When nations get to be wealthy enough that most individuals are well fed, interest in food typically declines as people expand their horizons through reading, the arts, entertainment and so forth. They cultivate their minds and pay less attention to their stomachs. All of that has changed in recent years. As a nation, we have become more and more obsessed with food.
Obsession means that food is the central focus of nearly all social events and not just occasions of feasting such as Christmas or Ramadan. These food-centered events are now a daily occurrence, as no office anniversary gets by without a frosted cake.
Obsession means that food occupies a great deal of waking thought, the recipes, the purchasing thereof, the gadgets, the gourmet shows, the fine dining, the Proustian recollection of meals past. It means that a bowl of snacks is rarely out of reach. But why?
Here are some guesses.
1. Although few Americans need to starve, large numbers are on diets, in the hope of losing weight. They are constantly hungry.

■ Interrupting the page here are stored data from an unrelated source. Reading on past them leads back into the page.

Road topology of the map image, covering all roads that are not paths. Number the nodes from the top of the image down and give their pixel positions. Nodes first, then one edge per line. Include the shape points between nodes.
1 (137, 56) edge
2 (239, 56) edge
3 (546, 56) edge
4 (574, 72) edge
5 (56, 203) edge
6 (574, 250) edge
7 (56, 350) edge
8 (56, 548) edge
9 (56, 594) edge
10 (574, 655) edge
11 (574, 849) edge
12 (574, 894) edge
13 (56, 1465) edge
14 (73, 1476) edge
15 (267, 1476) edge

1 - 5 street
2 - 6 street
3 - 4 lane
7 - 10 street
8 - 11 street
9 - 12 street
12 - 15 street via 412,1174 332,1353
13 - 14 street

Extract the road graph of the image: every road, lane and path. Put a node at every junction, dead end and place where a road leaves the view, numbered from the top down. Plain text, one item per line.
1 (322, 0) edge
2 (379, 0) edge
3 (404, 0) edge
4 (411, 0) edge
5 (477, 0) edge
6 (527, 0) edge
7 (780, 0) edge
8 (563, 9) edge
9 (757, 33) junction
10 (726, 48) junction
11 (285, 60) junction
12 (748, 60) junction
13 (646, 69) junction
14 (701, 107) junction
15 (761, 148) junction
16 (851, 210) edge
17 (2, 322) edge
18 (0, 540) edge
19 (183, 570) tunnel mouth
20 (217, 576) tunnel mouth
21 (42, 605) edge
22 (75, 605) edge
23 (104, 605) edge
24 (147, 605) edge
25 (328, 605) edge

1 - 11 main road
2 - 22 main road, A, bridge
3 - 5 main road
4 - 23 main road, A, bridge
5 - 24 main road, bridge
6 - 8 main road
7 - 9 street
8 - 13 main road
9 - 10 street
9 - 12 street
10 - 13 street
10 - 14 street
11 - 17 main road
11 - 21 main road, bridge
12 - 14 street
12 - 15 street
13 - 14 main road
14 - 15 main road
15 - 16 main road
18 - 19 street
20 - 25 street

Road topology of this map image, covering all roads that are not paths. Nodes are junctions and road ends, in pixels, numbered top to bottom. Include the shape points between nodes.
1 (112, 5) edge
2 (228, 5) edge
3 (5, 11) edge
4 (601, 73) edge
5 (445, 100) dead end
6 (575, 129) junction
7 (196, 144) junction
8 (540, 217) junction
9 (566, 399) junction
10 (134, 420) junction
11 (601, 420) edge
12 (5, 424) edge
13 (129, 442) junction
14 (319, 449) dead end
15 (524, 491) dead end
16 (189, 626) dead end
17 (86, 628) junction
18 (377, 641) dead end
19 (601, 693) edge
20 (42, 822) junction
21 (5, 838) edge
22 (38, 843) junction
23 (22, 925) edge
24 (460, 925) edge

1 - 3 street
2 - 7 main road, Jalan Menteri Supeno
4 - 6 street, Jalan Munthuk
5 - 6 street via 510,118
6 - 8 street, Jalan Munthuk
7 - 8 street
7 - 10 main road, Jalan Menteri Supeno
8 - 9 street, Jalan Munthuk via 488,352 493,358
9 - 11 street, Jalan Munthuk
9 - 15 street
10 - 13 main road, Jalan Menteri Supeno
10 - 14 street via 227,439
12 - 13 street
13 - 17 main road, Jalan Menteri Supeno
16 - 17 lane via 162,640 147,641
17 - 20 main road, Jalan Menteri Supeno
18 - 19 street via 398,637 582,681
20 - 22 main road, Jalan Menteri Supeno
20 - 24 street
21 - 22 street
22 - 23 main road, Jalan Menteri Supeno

This is the Oliver phenomenon far from the poorhouse walls.
2. With the increased number of dual earner households, proper meals are no longer prepared on a regular basis so that there may be real nutritional deficiencies that cause people to feel hungry.

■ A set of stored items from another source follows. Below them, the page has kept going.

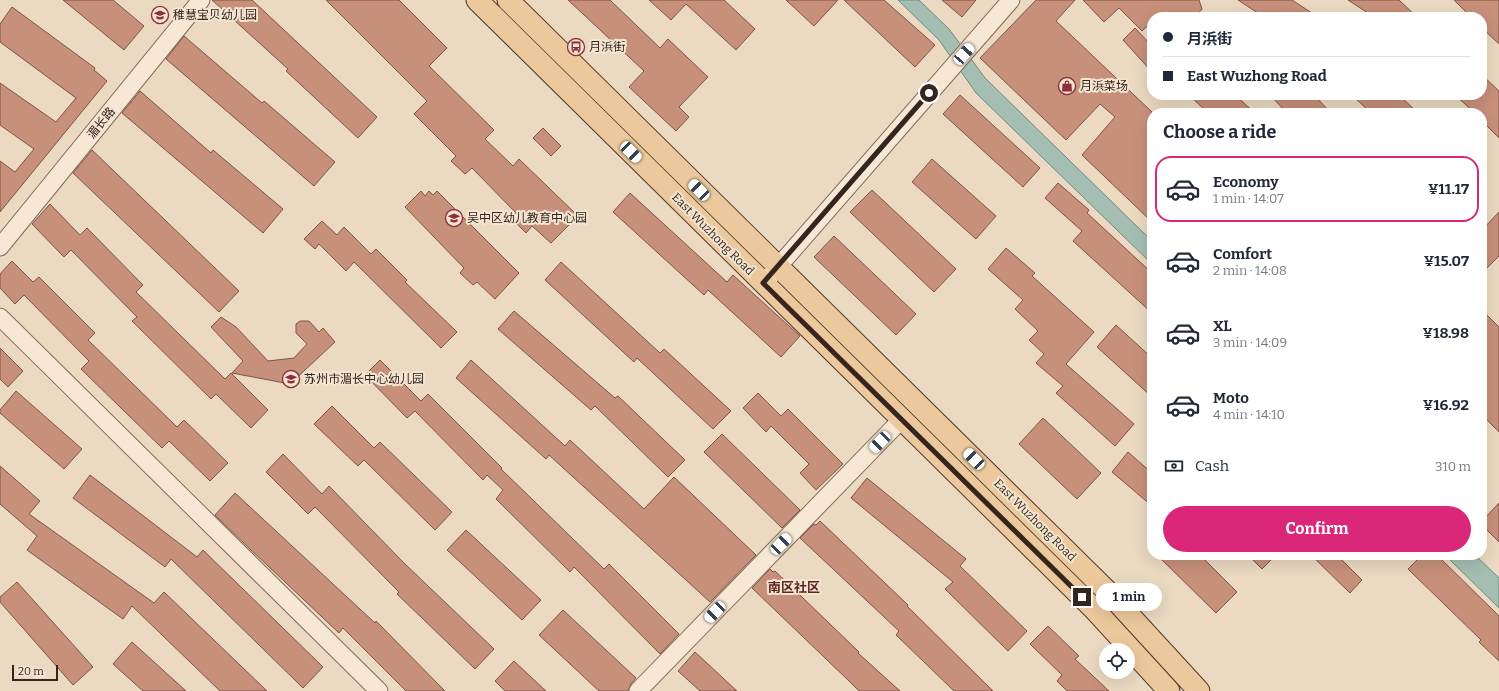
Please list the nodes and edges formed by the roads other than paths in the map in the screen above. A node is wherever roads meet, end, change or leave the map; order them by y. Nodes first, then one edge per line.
1 (201, 0) edge
2 (477, 0) edge
3 (508, 0) edge
4 (1011, 0) edge
5 (0, 247) edge
6 (778, 268) junction
7 (763, 283) junction
8 (0, 317) edge
9 (902, 419) junction
10 (379, 691) edge
11 (638, 691) edge
12 (1169, 691) edge
13 (1199, 691) edge

1 - 5 street, 湄长路
2 - 7 main road, East Wuzhong Road
3 - 6 main road, East Wuzhong Road
4 - 6 street
6 - 7 street
6 - 13 main road, East Wuzhong Road
7 - 9 main road, East Wuzhong Road
8 - 10 street
9 - 11 street
9 - 12 main road, East Wuzhong Road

3. Insufficient fiber in the diet means that blood sugar levels fluctuate a great deal, for example. When blood sugar is low we feel hungry, hence inclined to snack between meals.
4. Inactivity, is another issue. Experiments on rats have found that when they were kept inactive, they ate more than they needed to. Prolonged physical activity mobilizes fats and reduces hunger.

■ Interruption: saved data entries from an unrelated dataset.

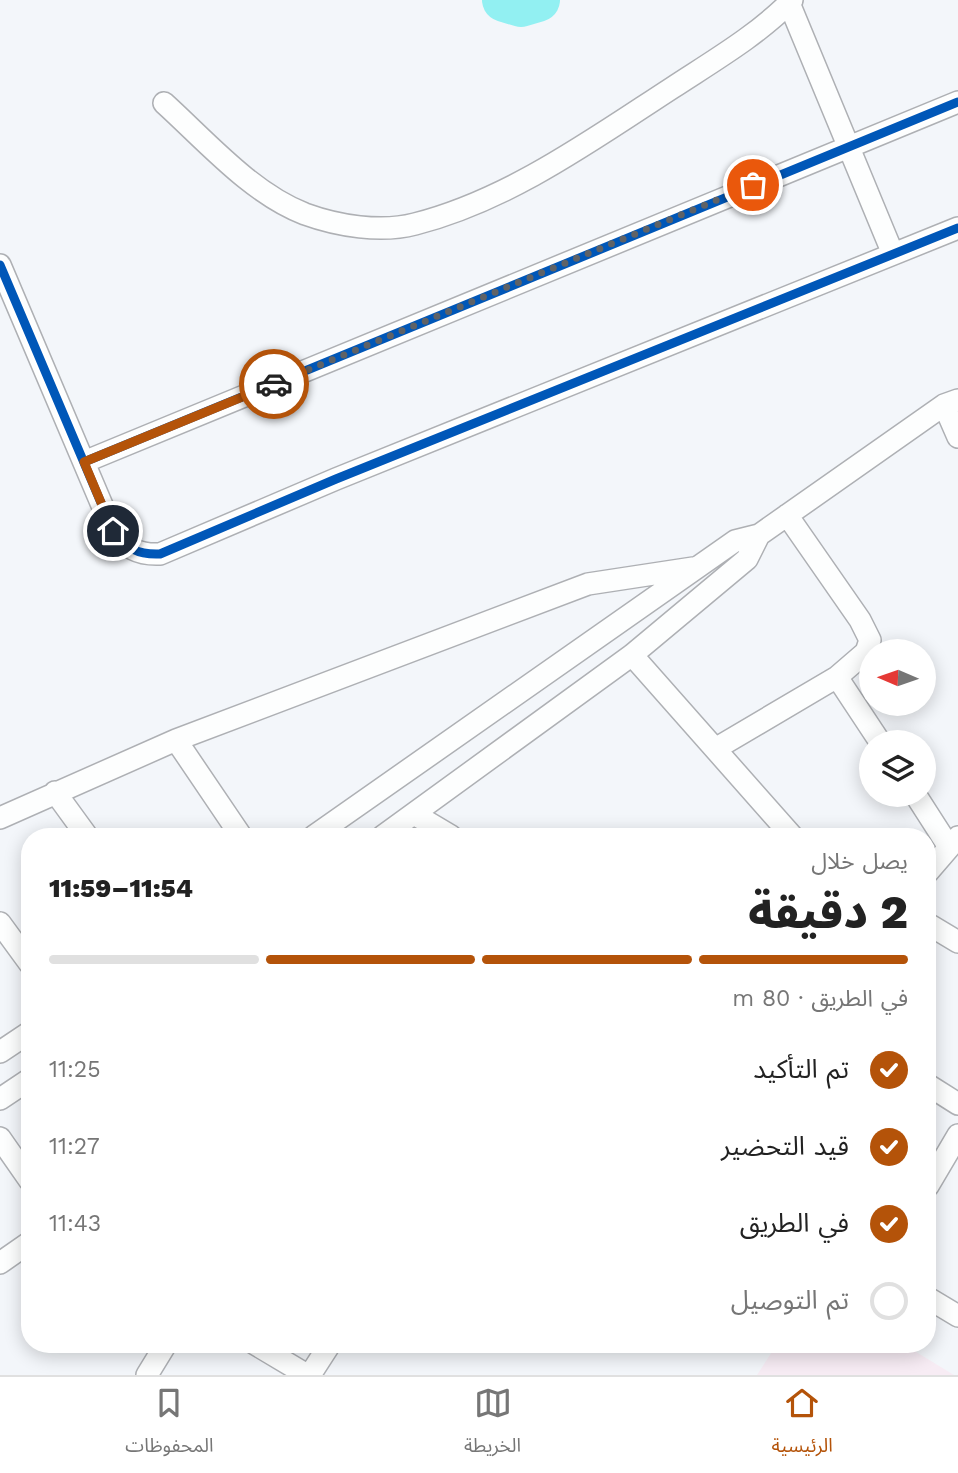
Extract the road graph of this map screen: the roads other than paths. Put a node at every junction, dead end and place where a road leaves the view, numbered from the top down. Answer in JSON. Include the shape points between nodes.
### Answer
{"nodes":[{"id":1,"x":791,"y":1,"type":"edge"},
{"id":2,"x":958,"y":102,"type":"edge"},
{"id":3,"x":164,"y":103,"type":"dead end"},
{"id":4,"x":850,"y":145,"type":"junction"},
{"id":5,"x":958,"y":228,"type":"edge"},
{"id":6,"x":893,"y":254,"type":"junction"},
{"id":7,"x":0,"y":265,"type":"edge"},
{"id":8,"x":951,"y":403,"type":"edge"},
{"id":9,"x":958,"y":437,"type":"edge"},
{"id":10,"x":84,"y":462,"type":"junction"},
{"id":11,"x":787,"y":515,"type":"junction"},
{"id":12,"x":759,"y":535,"type":"junction"},
{"id":13,"x":698,"y":567,"type":"junction"},
{"id":14,"x":632,"y":655,"type":"junction"},
{"id":15,"x":837,"y":677,"type":"junction"},
{"id":16,"x":872,"y":730,"type":"edge"},
{"id":17,"x":176,"y":740,"type":"junction"},
{"id":18,"x":715,"y":749,"type":"junction"},
{"id":19,"x":55,"y":792,"type":"junction"},
{"id":20,"x":926,"y":807,"type":"edge"},
{"id":21,"x":414,"y":814,"type":"junction"},
{"id":22,"x":0,"y":818,"type":"edge"},
{"id":23,"x":81,"y":828,"type":"edge"},
{"id":24,"x":236,"y":828,"type":"edge"},
{"id":25,"x":325,"y":828,"type":"edge"},
{"id":26,"x":394,"y":828,"type":"edge"},
{"id":27,"x":438,"y":828,"type":"edge"},
{"id":28,"x":785,"y":828,"type":"edge"},
{"id":29,"x":954,"y":842,"type":"edge"},
{"id":30,"x":936,"y":863,"type":"edge"},
{"id":31,"x":0,"y":923,"type":"edge"},
{"id":32,"x":936,"y":929,"type":"edge"},
{"id":33,"x":958,"y":942,"type":"edge"},
{"id":34,"x":21,"y":952,"type":"edge"},
{"id":35,"x":21,"y":1038,"type":"edge"},
{"id":36,"x":0,"y":1052,"type":"edge"},
{"id":37,"x":21,"y":1085,"type":"edge"},
{"id":38,"x":936,"y":1090,"type":"edge"},
{"id":39,"x":0,"y":1099,"type":"edge"},
{"id":40,"x":958,"y":1104,"type":"edge"},
{"id":41,"x":958,"y":1135,"type":"edge"},
{"id":42,"x":0,"y":1138,"type":"edge"},
{"id":43,"x":21,"y":1168,"type":"edge"},
{"id":44,"x":936,"y":1172,"type":"edge"},
{"id":45,"x":21,"y":1248,"type":"edge"},
{"id":46,"x":0,"y":1263,"type":"edge"},
{"id":47,"x":936,"y":1303,"type":"edge"},
{"id":48,"x":958,"y":1316,"type":"edge"},
{"id":49,"x":160,"y":1353,"type":"edge"},
{"id":50,"x":270,"y":1353,"type":"edge"},
{"id":51,"x":324,"y":1353,"type":"edge"},
{"id":52,"x":147,"y":1375,"type":"edge"},
{"id":53,"x":308,"y":1375,"type":"edge"}],
"edges":[{"from":1,"to":3,"type":"street","via":[[723,54],[500,194],[414,224],[377,228],[305,214],[266,193]]},
{"from":1,"to":4,"type":"street"},
{"from":2,"to":4,"type":"street"},
{"from":4,"to":6,"type":"street"},
{"from":4,"to":10,"type":"street"},
{"from":5,"to":6,"type":"street"},
{"from":6,"to":10,"type":"street","via":[[160,554],[135,552],[113,531]]},
{"from":7,"to":10,"type":"street"},
{"from":8,"to":9,"type":"street"},
{"from":8,"to":11,"type":"street"},
{"from":11,"to":12,"type":"street"},
{"from":11,"to":15,"type":"street","via":[[870,640],[866,652]]},
{"from":12,"to":13,"type":"street","via":[[735,541]]},
{"from":12,"to":14,"type":"street","via":[[747,559]]},
{"from":13,"to":17,"type":"street","via":[[589,584]]},
{"from":13,"to":25,"type":"street"},
{"from":14,"to":18,"type":"street"},
{"from":14,"to":21,"type":"street"},
{"from":15,"to":16,"type":"street"},
{"from":15,"to":18,"type":"street"},
{"from":17,"to":19,"type":"street"},
{"from":17,"to":24,"type":"street"},
{"from":18,"to":28,"type":"street"},
{"from":19,"to":22,"type":"street"},
{"from":19,"to":23,"type":"street"},
{"from":20,"to":29,"type":"street"},
{"from":21,"to":26,"type":"street"},
{"from":21,"to":27,"type":"street"},
{"from":29,"to":30,"type":"street"},
{"from":31,"to":34,"type":"street"},
{"from":32,"to":33,"type":"street"},
{"from":35,"to":36,"type":"street"},
{"from":37,"to":39,"type":"street"},
{"from":38,"to":40,"type":"street"},
{"from":41,"to":44,"type":"street"},
{"from":42,"to":43,"type":"street"},
{"from":45,"to":46,"type":"street"},
{"from":47,"to":48,"type":"street"},
{"from":49,"to":52,"type":"street"},
{"from":50,"to":53,"type":"street"},
{"from":51,"to":53,"type":"street"}]}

5. The proliferation of fast food restaurants around the country since the 1920s means that food is no longer consumed mainly at mealtimes but at any hour of the day or night. Rapidly increasing portion sizes are another possible symptom of food obsession -- a bigger fix is needed to produce the same high. The bigger portions also reflect the fact that people have become bigger.
6. Eating alone is another sign of food obsession. In part, this is a sign not just of the disappearance of family meals but the decline of local communities. Food sharing contributes to social cohesion in all societies. Has food itself become a substitute for meaningful social interactions?
7. The food industry may claim some credit, or blame, due to proliferation of junk foods and food advertisements designed to stimulate constant snacking.
Although some historians feel that Americans have always been obsessed with food, most acknowledge that the obsession has reached a peak in the past decade or so.
Americans are not alone in their food obsession, of course. The excesses of this fast food nation are catching on around the world.